Stored items:
──────────

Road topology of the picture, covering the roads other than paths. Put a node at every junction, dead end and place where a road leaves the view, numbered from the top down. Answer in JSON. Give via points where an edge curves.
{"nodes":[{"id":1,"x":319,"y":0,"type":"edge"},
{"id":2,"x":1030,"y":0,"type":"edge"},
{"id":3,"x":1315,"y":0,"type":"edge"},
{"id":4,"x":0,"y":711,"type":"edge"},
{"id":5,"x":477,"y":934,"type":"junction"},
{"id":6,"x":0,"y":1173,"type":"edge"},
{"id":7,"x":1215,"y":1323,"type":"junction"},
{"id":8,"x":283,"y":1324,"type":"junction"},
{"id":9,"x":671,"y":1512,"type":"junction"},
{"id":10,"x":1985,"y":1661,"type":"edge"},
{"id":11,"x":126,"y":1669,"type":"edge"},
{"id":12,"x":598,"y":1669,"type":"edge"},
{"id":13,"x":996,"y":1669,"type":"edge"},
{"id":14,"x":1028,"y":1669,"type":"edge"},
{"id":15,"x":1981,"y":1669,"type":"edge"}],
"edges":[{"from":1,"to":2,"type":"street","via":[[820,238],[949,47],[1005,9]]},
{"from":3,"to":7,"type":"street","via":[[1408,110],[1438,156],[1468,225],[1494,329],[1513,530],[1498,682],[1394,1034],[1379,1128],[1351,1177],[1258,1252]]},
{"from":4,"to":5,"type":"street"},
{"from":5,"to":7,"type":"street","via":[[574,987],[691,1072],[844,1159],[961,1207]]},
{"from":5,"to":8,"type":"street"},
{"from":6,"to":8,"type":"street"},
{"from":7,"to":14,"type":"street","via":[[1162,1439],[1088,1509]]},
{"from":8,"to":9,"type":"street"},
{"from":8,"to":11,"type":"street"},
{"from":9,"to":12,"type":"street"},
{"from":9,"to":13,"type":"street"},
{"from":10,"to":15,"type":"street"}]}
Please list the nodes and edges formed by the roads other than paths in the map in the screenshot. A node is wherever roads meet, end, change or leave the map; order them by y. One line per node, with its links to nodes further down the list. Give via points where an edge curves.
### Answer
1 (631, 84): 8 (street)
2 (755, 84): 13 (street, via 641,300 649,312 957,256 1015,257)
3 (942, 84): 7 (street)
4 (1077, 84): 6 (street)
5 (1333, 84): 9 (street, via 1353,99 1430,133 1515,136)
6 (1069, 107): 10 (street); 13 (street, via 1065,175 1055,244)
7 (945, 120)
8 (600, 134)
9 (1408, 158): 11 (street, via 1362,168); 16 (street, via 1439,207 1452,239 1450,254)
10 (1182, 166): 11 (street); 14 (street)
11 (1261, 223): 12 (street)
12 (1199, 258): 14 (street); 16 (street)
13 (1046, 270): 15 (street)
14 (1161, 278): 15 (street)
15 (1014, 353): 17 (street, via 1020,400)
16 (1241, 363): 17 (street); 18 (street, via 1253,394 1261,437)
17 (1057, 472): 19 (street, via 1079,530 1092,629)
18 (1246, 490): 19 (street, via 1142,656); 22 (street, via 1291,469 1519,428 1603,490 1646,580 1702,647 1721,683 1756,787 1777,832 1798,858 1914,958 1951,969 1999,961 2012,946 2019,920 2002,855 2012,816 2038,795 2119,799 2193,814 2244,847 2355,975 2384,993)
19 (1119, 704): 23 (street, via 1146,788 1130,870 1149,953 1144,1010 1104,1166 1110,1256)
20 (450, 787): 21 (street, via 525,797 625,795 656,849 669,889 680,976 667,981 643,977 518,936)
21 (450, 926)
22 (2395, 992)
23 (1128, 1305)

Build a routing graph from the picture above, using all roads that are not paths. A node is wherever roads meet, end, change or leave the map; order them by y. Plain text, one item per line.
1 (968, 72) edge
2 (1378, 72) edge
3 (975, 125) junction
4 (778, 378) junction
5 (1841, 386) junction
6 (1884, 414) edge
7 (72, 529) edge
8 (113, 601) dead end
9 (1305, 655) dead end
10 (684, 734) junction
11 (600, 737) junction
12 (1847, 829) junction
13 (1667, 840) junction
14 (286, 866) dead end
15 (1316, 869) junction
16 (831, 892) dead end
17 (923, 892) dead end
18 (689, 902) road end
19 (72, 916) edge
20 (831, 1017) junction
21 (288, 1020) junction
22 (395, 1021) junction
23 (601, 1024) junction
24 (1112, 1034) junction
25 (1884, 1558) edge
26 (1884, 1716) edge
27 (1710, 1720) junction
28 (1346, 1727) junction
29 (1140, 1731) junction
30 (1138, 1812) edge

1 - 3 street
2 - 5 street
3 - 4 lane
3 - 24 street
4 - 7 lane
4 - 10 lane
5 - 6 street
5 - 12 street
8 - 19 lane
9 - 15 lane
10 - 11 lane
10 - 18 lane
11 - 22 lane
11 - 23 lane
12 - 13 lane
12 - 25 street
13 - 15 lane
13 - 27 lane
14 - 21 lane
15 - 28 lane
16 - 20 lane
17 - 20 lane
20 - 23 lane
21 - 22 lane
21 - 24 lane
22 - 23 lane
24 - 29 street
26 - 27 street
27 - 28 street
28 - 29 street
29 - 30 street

──────────

Your task:
Note every line of the records that holds the word "nodes", and copy it.

Answer for this exercise:
{"nodes":[{"id":1,"x":319,"y":0,"type":"edge"},
Please list the nodes and edges formed by the roads other than paths in the map in the screenshot. A node is wherever roads meet, end, change or leave the map; order them by y. One line per node, with its links to nodes further down the list. Give via points where an edge curves.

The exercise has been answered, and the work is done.